DATA RECORDS section start

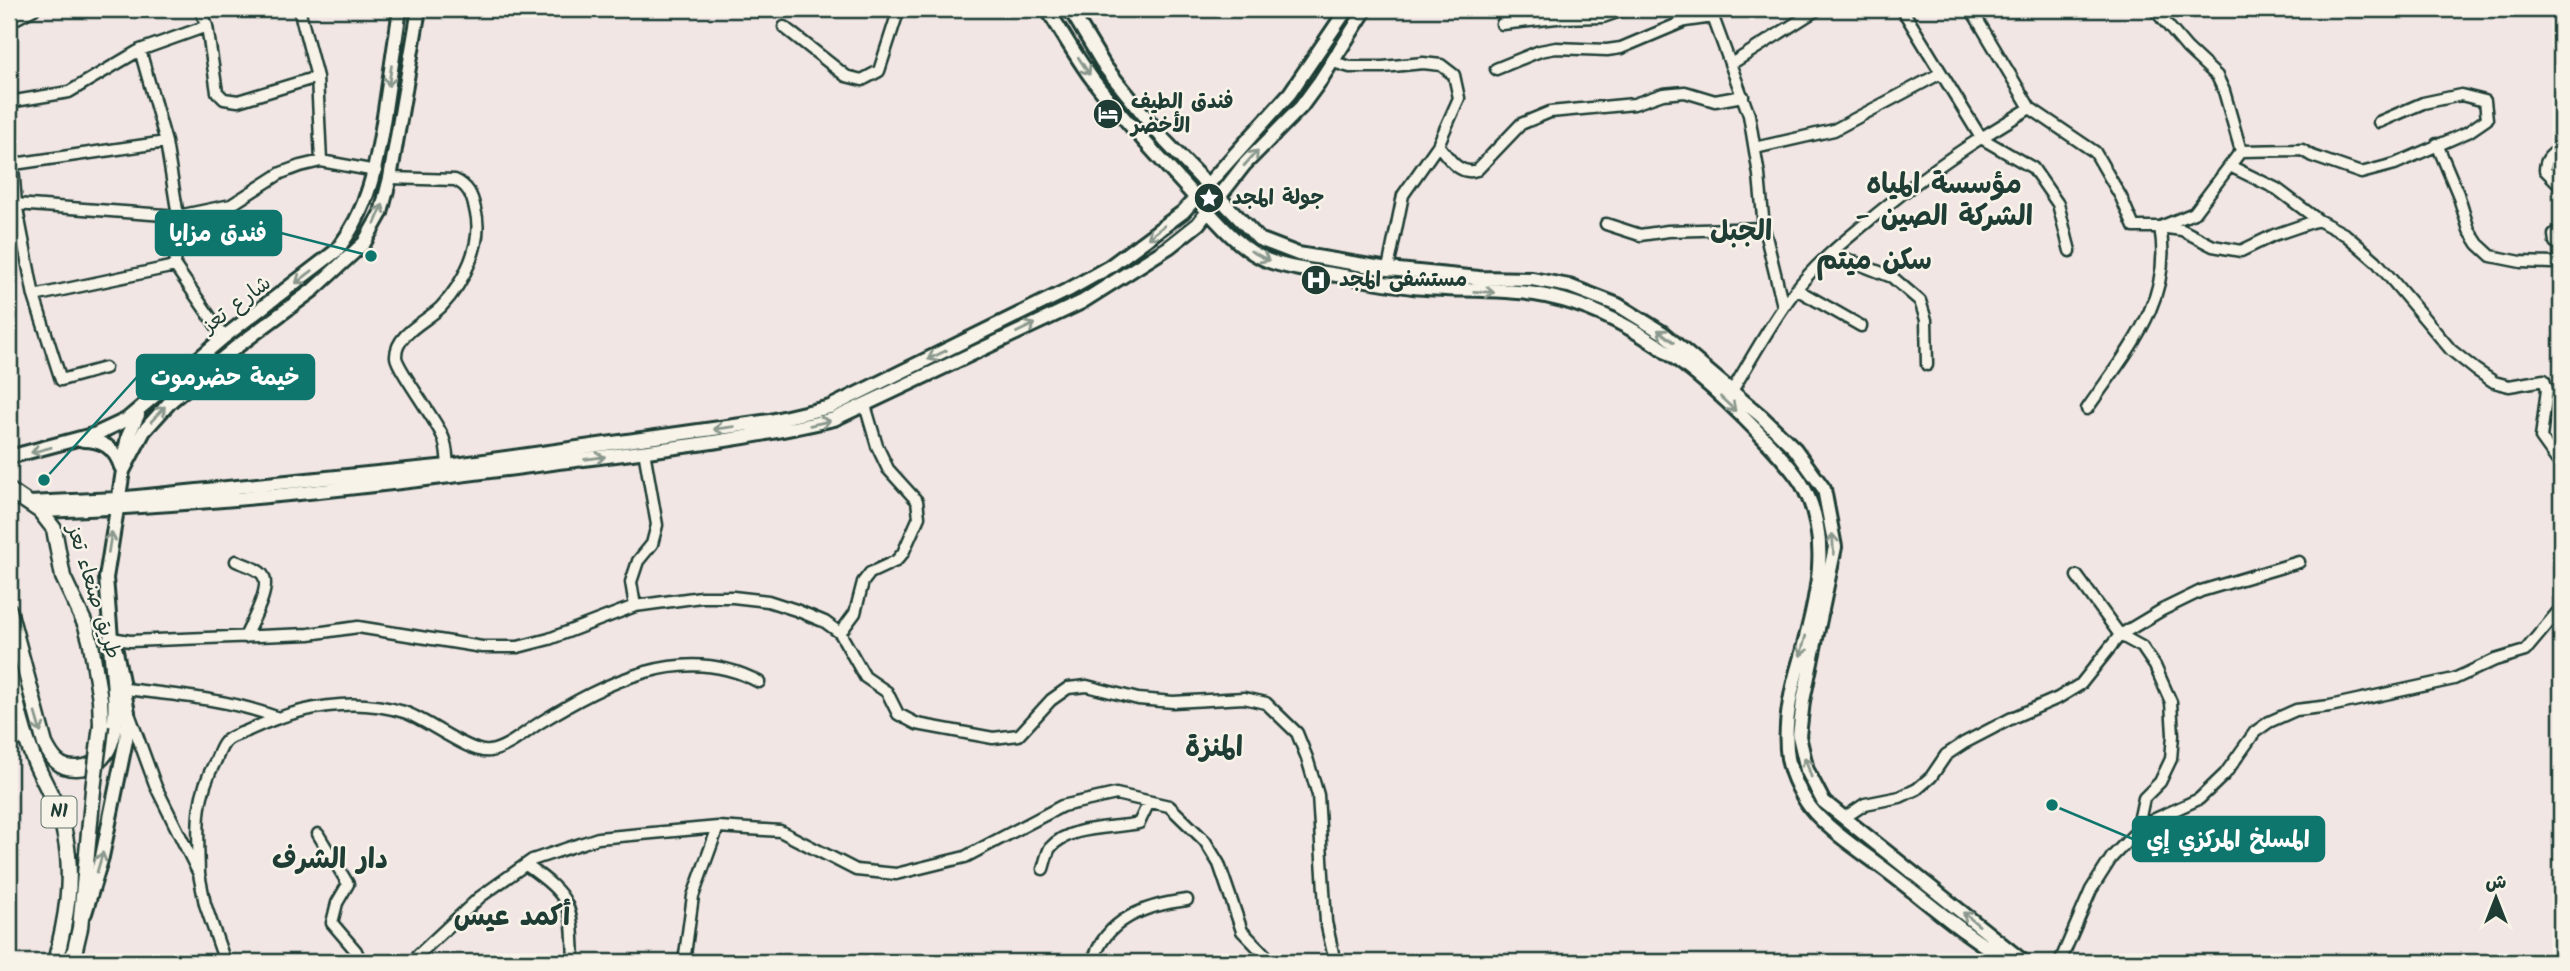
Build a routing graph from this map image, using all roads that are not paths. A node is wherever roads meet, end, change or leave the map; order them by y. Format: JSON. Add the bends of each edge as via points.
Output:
{"nodes":[{"id":1,"x":34,"y":9,"type":"edge"},
{"id":2,"x":200,"y":9,"type":"edge"},
{"id":3,"x":299,"y":9,"type":"edge"},
{"id":4,"x":400,"y":9,"type":"edge"},
{"id":5,"x":419,"y":9,"type":"edge"},
{"id":6,"x":900,"y":9,"type":"edge"},
{"id":7,"x":1047,"y":9,"type":"edge"},
{"id":8,"x":1070,"y":9,"type":"edge"},
{"id":9,"x":1347,"y":9,"type":"edge"},
{"id":10,"x":1366,"y":9,"type":"edge"},
{"id":11,"x":1518,"y":9,"type":"edge"},
{"id":12,"x":1626,"y":9,"type":"edge"},
{"id":13,"x":1818,"y":9,"type":"edge"},
{"id":14,"x":1902,"y":9,"type":"edge"},
{"id":15,"x":1971,"y":9,"type":"edge"},
{"id":16,"x":2154,"y":9,"type":"edge"},
{"id":17,"x":1713,"y":13,"type":"edge"},
{"id":18,"x":9,"y":22,"type":"edge"},
{"id":19,"x":1518,"y":22,"type":"junction"},
{"id":20,"x":1502,"y":24,"type":"dead end"},
{"id":21,"x":207,"y":26,"type":"junction"},
{"id":22,"x":784,"y":27,"type":"dead end"},
{"id":23,"x":140,"y":50,"type":"junction"},
{"id":24,"x":1333,"y":62,"type":"junction"},
{"id":25,"x":1731,"y":64,"type":"junction"},
{"id":26,"x":1496,"y":69,"type":"dead end"},
{"id":27,"x":1306,"y":71,"type":"junction"},
{"id":28,"x":1941,"y":73,"type":"junction"},
{"id":29,"x":317,"y":77,"type":"junction"},
{"id":30,"x":1320,"y":81,"type":"junction"},
{"id":31,"x":1743,"y":96,"type":"junction"},
{"id":32,"x":9,"y":102,"type":"edge"},
{"id":33,"x":2030,"y":108,"type":"junction"},
{"id":34,"x":9,"y":117,"type":"edge"},
{"id":35,"x":2379,"y":122,"type":"dead end"},
{"id":36,"x":1981,"y":138,"type":"junction"},
{"id":37,"x":166,"y":142,"type":"junction"},
{"id":38,"x":2437,"y":144,"type":"junction"},
{"id":39,"x":1438,"y":145,"type":"junction"},
{"id":40,"x":1755,"y":148,"type":"junction"},
{"id":41,"x":2561,"y":148,"type":"edge"},
{"id":42,"x":2241,"y":151,"type":"junction"},
{"id":43,"x":321,"y":161,"type":"junction"},
{"id":44,"x":14,"y":164,"type":"junction"},
{"id":45,"x":2230,"y":166,"type":"junction"},
{"id":46,"x":376,"y":171,"type":"junction"},
{"id":47,"x":390,"y":178,"type":"junction"},
{"id":48,"x":2561,"y":186,"type":"edge"},
{"id":49,"x":1207,"y":187,"type":"junction"},
{"id":50,"x":1197,"y":198,"type":"junction"},
{"id":51,"x":1218,"y":198,"type":"junction"},
{"id":52,"x":12,"y":205,"type":"edge"},
{"id":53,"x":1209,"y":212,"type":"junction"},
{"id":54,"x":178,"y":216,"type":"junction"},
{"id":55,"x":2318,"y":220,"type":"junction"},
{"id":56,"x":1606,"y":224,"type":"dead end"},
{"id":57,"x":2160,"y":227,"type":"junction"},
{"id":58,"x":1764,"y":228,"type":"junction"},
{"id":59,"x":2561,"y":229,"type":"edge"},
{"id":60,"x":2561,"y":245,"type":"edge"},
{"id":61,"x":2070,"y":251,"type":"dead end"},
{"id":62,"x":1831,"y":253,"type":"junction"},
{"id":63,"x":2561,"y":260,"type":"edge"},
{"id":64,"x":175,"y":266,"type":"junction"},
{"id":65,"x":1388,"y":269,"type":"junction"},
{"id":66,"x":1796,"y":289,"type":"junction"},
{"id":67,"x":34,"y":296,"type":"junction"},
{"id":68,"x":1783,"y":306,"type":"junction"},
{"id":69,"x":1861,"y":326,"type":"dead end"},
{"id":70,"x":224,"y":337,"type":"junction"},
{"id":71,"x":966,"y":341,"type":"junction"},
{"id":72,"x":973,"y":353,"type":"junction"},
{"id":73,"x":1927,"y":365,"type":"dead end"},
{"id":74,"x":105,"y":368,"type":"dead end"},
{"id":75,"x":1732,"y":391,"type":"junction"},
{"id":76,"x":144,"y":405,"type":"junction"},
{"id":77,"x":864,"y":405,"type":"junction"},
{"id":78,"x":2087,"y":409,"type":"dead end"},
{"id":79,"x":73,"y":441,"type":"junction"},
{"id":80,"x":644,"y":451,"type":"junction"},
{"id":81,"x":9,"y":457,"type":"edge"},
{"id":82,"x":448,"y":466,"type":"junction"},
{"id":83,"x":2561,"y":466,"type":"edge"},
{"id":84,"x":122,"y":471,"type":"junction"},
{"id":85,"x":9,"y":490,"type":"edge"},
{"id":86,"x":116,"y":504,"type":"junction"},
{"id":87,"x":34,"y":507,"type":"junction"},
{"id":88,"x":236,"y":561,"type":"dead end"},
{"id":89,"x":2299,"y":562,"type":"dead end"},
{"id":90,"x":2077,"y":576,"type":"dead end"},
{"id":91,"x":635,"y":606,"type":"junction"},
{"id":92,"x":2561,"y":608,"type":"edge"},
{"id":93,"x":9,"y":610,"type":"edge"},
{"id":94,"x":840,"y":633,"type":"junction"},
{"id":95,"x":2120,"y":635,"type":"junction"},
{"id":96,"x":245,"y":637,"type":"junction"},
{"id":97,"x":111,"y":638,"type":"junction"},
{"id":98,"x":9,"y":670,"type":"edge"},
{"id":99,"x":759,"y":682,"type":"dead end"},
{"id":100,"x":125,"y":689,"type":"junction"},
{"id":101,"x":128,"y":712,"type":"junction"},
{"id":102,"x":276,"y":717,"type":"junction"},
{"id":103,"x":15,"y":724,"type":"edge"},
{"id":104,"x":26,"y":737,"type":"junction"},
{"id":105,"x":9,"y":742,"type":"edge"},
{"id":106,"x":1149,"y":802,"type":"junction"},
{"id":107,"x":1844,"y":818,"type":"junction"},
{"id":108,"x":718,"y":827,"type":"junction"},
{"id":109,"x":2137,"y":831,"type":"junction"},
{"id":110,"x":318,"y":834,"type":"dead end"},
{"id":111,"x":526,"y":864,"type":"junction"},
{"id":112,"x":1043,"y":869,"type":"dead end"},
{"id":113,"x":1911,"y":871,"type":"junction"},
{"id":114,"x":199,"y":874,"type":"junction"},
{"id":115,"x":1902,"y":883,"type":"junction"},
{"id":116,"x":1187,"y":900,"type":"dead end"},
{"id":117,"x":80,"y":928,"type":"junction"},
{"id":118,"x":55,"y":962,"type":"edge"},
{"id":119,"x":72,"y":962,"type":"edge"},
{"id":120,"x":225,"y":962,"type":"edge"},
{"id":121,"x":361,"y":962,"type":"edge"},
{"id":122,"x":414,"y":962,"type":"edge"},
{"id":123,"x":574,"y":962,"type":"edge"},
{"id":124,"x":684,"y":962,"type":"edge"},
{"id":125,"x":1093,"y":962,"type":"edge"},
{"id":126,"x":1272,"y":962,"type":"edge"},
{"id":127,"x":1335,"y":962,"type":"edge"},
{"id":128,"x":2011,"y":962,"type":"edge"},
{"id":129,"x":2024,"y":962,"type":"edge"},
{"id":130,"x":2060,"y":962,"type":"edge"}],
"edges":[{"from":1,"to":18,"type":"street"},
{"from":2,"to":21,"type":"street"},
{"from":3,"to":29,"type":"street"},
{"from":4,"to":46,"type":"main road","name":"شارع تعز","one_way":true},
{"from":5,"to":47,"type":"main road","name":"شارع تعز"},
{"from":6,"to":22,"type":"street","via":[[879,71],[862,80],[846,76]]},
{"from":7,"to":50,"type":"main road","one_way":true,"via":[[1092,79]]},
{"from":8,"to":49,"type":"main road","via":[[1105,66]]},
{"from":9,"to":27,"type":"main road"},
{"from":10,"to":24,"type":"main road"},
{"from":11,"to":19,"type":"street"},
{"from":12,"to":19,"type":"street","via":[[1603,17]]},
{"from":13,"to":25,"type":"street"},
{"from":14,"to":28,"type":"street"},
{"from":15,"to":33,"type":"street"},
{"from":16,"to":42,"type":"street","via":[[2217,76]]},
{"from":17,"to":25,"type":"street"},
{"from":17,"to":26,"type":"street","via":[[1621,48],[1556,48]]},
{"from":19,"to":20,"type":"street"},
{"from":21,"to":23,"type":"street"},
{"from":21,"to":29,"type":"street","via":[[217,92],[224,99],[238,101]]},
{"from":23,"to":32,"type":"street","via":[[69,92]]},
{"from":23,"to":37,"type":"street"},
{"from":24,"to":30,"type":"main road"},
{"from":24,"to":39,"type":"street","via":[[1350,67],[1423,63],[1441,65],[1454,75],[1459,98]]},
{"from":25,"to":31,"type":"street"},
{"from":27,"to":30,"type":"main road"},
{"from":27,"to":49,"type":"main road"},
{"from":28,"to":36,"type":"street"},
{"from":28,"to":40,"type":"street","via":[[1833,130]]},
{"from":29,"to":43,"type":"street"},
{"from":51,"to":30,"type":"main road","one_way":true},
{"from":31,"to":39,"type":"street","via":[[1715,101],[1685,92],[1634,104],[1550,112],[1521,124],[1470,173],[1457,168]]},
{"from":31,"to":40,"type":"street"},
{"from":33,"to":36,"type":"street"},
{"from":33,"to":57,"type":"street","via":[[2095,152],[2134,227]]},
{"from":34,"to":44,"type":"street"},
{"from":35,"to":38,"type":"street","via":[[2423,103],[2461,95],[2485,101],[2487,119]]},
{"from":36,"to":61,"type":"street","via":[[2033,168],[2058,204]]},
{"from":36,"to":62,"type":"street","via":[[1900,195]]},
{"from":37,"to":44,"type":"street"},
{"from":37,"to":54,"type":"street"},
{"from":38,"to":42,"type":"street","via":[[2395,164],[2361,173],[2302,150]]},
{"from":38,"to":63,"type":"street","via":[[2478,244],[2491,256],[2521,262]]},
{"from":39,"to":65,"type":"street","via":[[1403,195]]},
{"from":40,"to":58,"type":"street"},
{"from":41,"to":48,"type":"street","via":[[2545,163]]},
{"from":42,"to":45,"type":"street"},
{"from":43,"to":46,"type":"street"},
{"from":43,"to":54,"type":"street","via":[[281,173],[231,205]]},
{"from":44,"to":52,"type":"street"},
{"from":45,"to":55,"type":"street","via":[[2277,189]]},
{"from":45,"to":57,"type":"street","via":[[2194,213]]},
{"from":46,"to":70,"type":"main road","name":"شارع تعز","one_way":true,"via":[[363,209],[336,251]]},
{"from":47,"to":82,"type":"street","via":[[455,180],[471,195],[478,217],[475,243],[460,283],[397,346],[397,365],[444,438]]},
{"from":84,"to":47,"type":"main road","name":"شارع تعز","one_way":true,"via":[[144,431],[171,401],[313,290],[364,243],[381,213]]},
{"from":49,"to":50,"type":"main road"},
{"from":49,"to":51,"type":"main road"},
{"from":50,"to":53,"type":"main road"},
{"from":50,"to":71,"type":"main road","one_way":true,"via":[[1109,267]]},
{"from":51,"to":53,"type":"main road"},
{"from":51,"to":65,"type":"main road","via":[[1259,239],[1277,248]]},
{"from":52,"to":54,"type":"street"},
{"from":52,"to":67,"type":"street"},
{"from":72,"to":53,"type":"main road","one_way":true,"via":[[1082,302],[1169,247]]},
{"from":53,"to":115,"type":"main road","one_way":true,"via":[[1251,252],[1295,268],[1412,286],[1535,294],[1570,303],[1659,347],[1753,427],[1804,487],[1821,554],[1817,594],[1792,688],[1788,759],[1800,791],[1815,813]]},
{"from":54,"to":64,"type":"street"},
{"from":55,"to":57,"type":"street","via":[[2241,251]]},
{"from":55,"to":83,"type":"street","via":[[2346,235],[2376,261],[2451,350],[2476,370],[2509,386],[2544,380],[2541,438]]},
{"from":56,"to":58,"type":"street","via":[[1640,235]]},
{"from":57,"to":78,"type":"street","via":[[2164,248],[2160,287],[2146,323]]},
{"from":58,"to":68,"type":"street"},
{"from":59,"to":60,"type":"street","via":[[2554,235]]},
{"from":62,"to":66,"type":"street"},
{"from":62,"to":73,"type":"street","via":[[1892,277],[1920,301],[1926,320]]},
{"from":64,"to":67,"type":"street"},
{"from":64,"to":70,"type":"street"},
{"from":75,"to":65,"type":"main road","one_way":true,"via":[[1663,333],[1618,306],[1569,286],[1532,279]]},
{"from":66,"to":68,"type":"street"},
{"from":66,"to":69,"type":"street"},
{"from":67,"to":74,"type":"street","via":[[61,380]]},
{"from":68,"to":75,"type":"street"},
{"from":70,"to":76,"type":"main road","name":"شارع تعز"},
{"from":71,"to":72,"type":"main road"},
{"from":71,"to":82,"type":"main road","one_way":true,"via":[[818,410],[770,421]]},
{"from":72,"to":77,"type":"main road"},
{"from":107,"to":75,"type":"main road","one_way":true,"via":[[1823,801],[1807,770],[1799,736],[1835,547],[1824,489],[1795,449]]},
{"from":76,"to":79,"type":"main road","name":"شارع تعز","via":[[112,428]]},
{"from":76,"to":84,"type":"main road","via":[[128,436]]},
{"from":80,"to":77,"type":"main road","one_way":true,"via":[[794,429],[834,419]]},
{"from":77,"to":94,"type":"street","via":[[888,469],[917,501],[919,517],[903,553],[863,582],[855,613]]},
{"from":79,"to":81,"type":"main road","name":"شارع تعز","one_way":true},
{"from":79,"to":84,"type":"main road","via":[[107,445],[118,457]]},
{"from":86,"to":80,"type":"main road","one_way":true,"via":[[452,477]]},
{"from":80,"to":91,"type":"street","via":[[657,525],[631,582]]},
{"from":82,"to":86,"type":"main road"},
{"from":84,"to":86,"type":"main road","name":"شارع تعز"},
{"from":85,"to":87,"type":"highway","name":"طريق صنعاء تعز","number":"N1"},
{"from":86,"to":87,"type":"main road"},
{"from":97,"to":86,"type":"main road","name":"شارع تعز","one_way":true,"via":[[106,578]]},
{"from":87,"to":117,"type":"highway","name":"طريق صنعاء تعز","number":"N1","bridge":true,"via":[[54,529],[63,577],[86,626],[95,665],[101,726]]},
{"from":88,"to":96,"type":"street","via":[[256,569],[266,585]]},
{"from":89,"to":95,"type":"street","via":[[2201,591]]},
{"from":90,"to":95,"type":"street"},
{"from":91,"to":94,"type":"street","via":[[701,597],[768,601],[824,622]]},
{"from":91,"to":96,"type":"street","via":[[518,647],[482,647],[358,627]]},
{"from":92,"to":109,"type":"street","via":[[2525,651],[2454,679],[2296,710],[2269,722],[2199,799]]},
{"from":93,"to":97,"type":"highway","one_way":true,"via":[[45,744],[61,766],[79,768],[93,763],[112,737],[116,702]]},
{"from":94,"to":127,"type":"street","via":[[866,677],[887,692],[898,714],[917,724],[957,733],[993,738],[1019,735],[1051,700],[1068,688],[1087,686],[1138,699],[1244,698],[1266,703],[1297,733],[1318,795],[1326,922]]},
{"from":95,"to":107,"type":"street","via":[[2081,684],[1964,743],[1946,755],[1917,789],[1865,804]]},
{"from":95,"to":109,"type":"street","via":[[2141,646],[2171,702],[2171,760],[2160,782],[2144,798]]},
{"from":96,"to":97,"type":"street"},
{"from":97,"to":100,"type":"main road","name":"شارع تعز"},
{"from":98,"to":103,"type":"highway","number":"N1"},
{"from":99,"to":102,"type":"street","via":[[720,668],[693,665],[648,670],[599,688],[487,752],[405,712],[376,706],[342,704]]},
{"from":100,"to":101,"type":"main road","name":"شارع تعز"},
{"from":100,"to":102,"type":"street","via":[[200,697]]},
{"from":101,"to":114,"type":"street","via":[[156,787]]},
{"from":117,"to":101,"type":"main road","name":"شارع تعز","one_way":true,"via":[[102,857]]},
{"from":102,"to":114,"type":"street","via":[[226,741],[210,771],[198,806]]},
{"from":103,"to":104,"type":"highway","number":"N1"},
{"from":104,"to":105,"type":"street"},
{"from":104,"to":118,"type":"highway","number":"N1","via":[[59,812],[67,846],[68,898]]},
{"from":106,"to":108,"type":"street","via":[[1116,794],[1062,806],[965,857],[896,874],[856,870],[780,831]]},
{"from":106,"to":112,"type":"street","via":[[1139,823],[1066,836],[1050,849]]},
{"from":106,"to":126,"type":"street","via":[[1169,806],[1205,841],[1219,864],[1242,931]]},
{"from":107,"to":113,"type":"main road"},
{"from":108,"to":111,"type":"street","via":[[598,838]]},
{"from":108,"to":124,"type":"street","via":[[694,896]]},
{"from":109,"to":130,"type":"street","via":[[2112,857],[2091,890]]},
{"from":110,"to":121,"type":"street","via":[[348,884],[332,923]]},
{"from":111,"to":122,"type":"street","via":[[480,897]]},
{"from":111,"to":123,"type":"street","via":[[566,898]]},
{"from":113,"to":115,"type":"main road"},
{"from":129,"to":113,"type":"main road","one_way":true},
{"from":114,"to":120,"type":"street"},
{"from":115,"to":128,"type":"main road"},
{"from":116,"to":125,"type":"street","via":[[1160,903],[1125,918],[1098,946]]},
{"from":117,"to":119,"type":"highway","number":"N1"}]}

DATA RECORDS section end

Copy every line of the records above that holds the word "صنعاء".

RESPONSE AREA.
{"from":85,"to":87,"type":"highway","name":"طريق صنعاء تعز","number":"N1"},
{"from":87,"to":117,"type":"highway","name":"طريق صنعاء تعز","number":"N1","bridge":true,"via":[[54,529],[63,577],[86,626],[95,665],[101,726]]},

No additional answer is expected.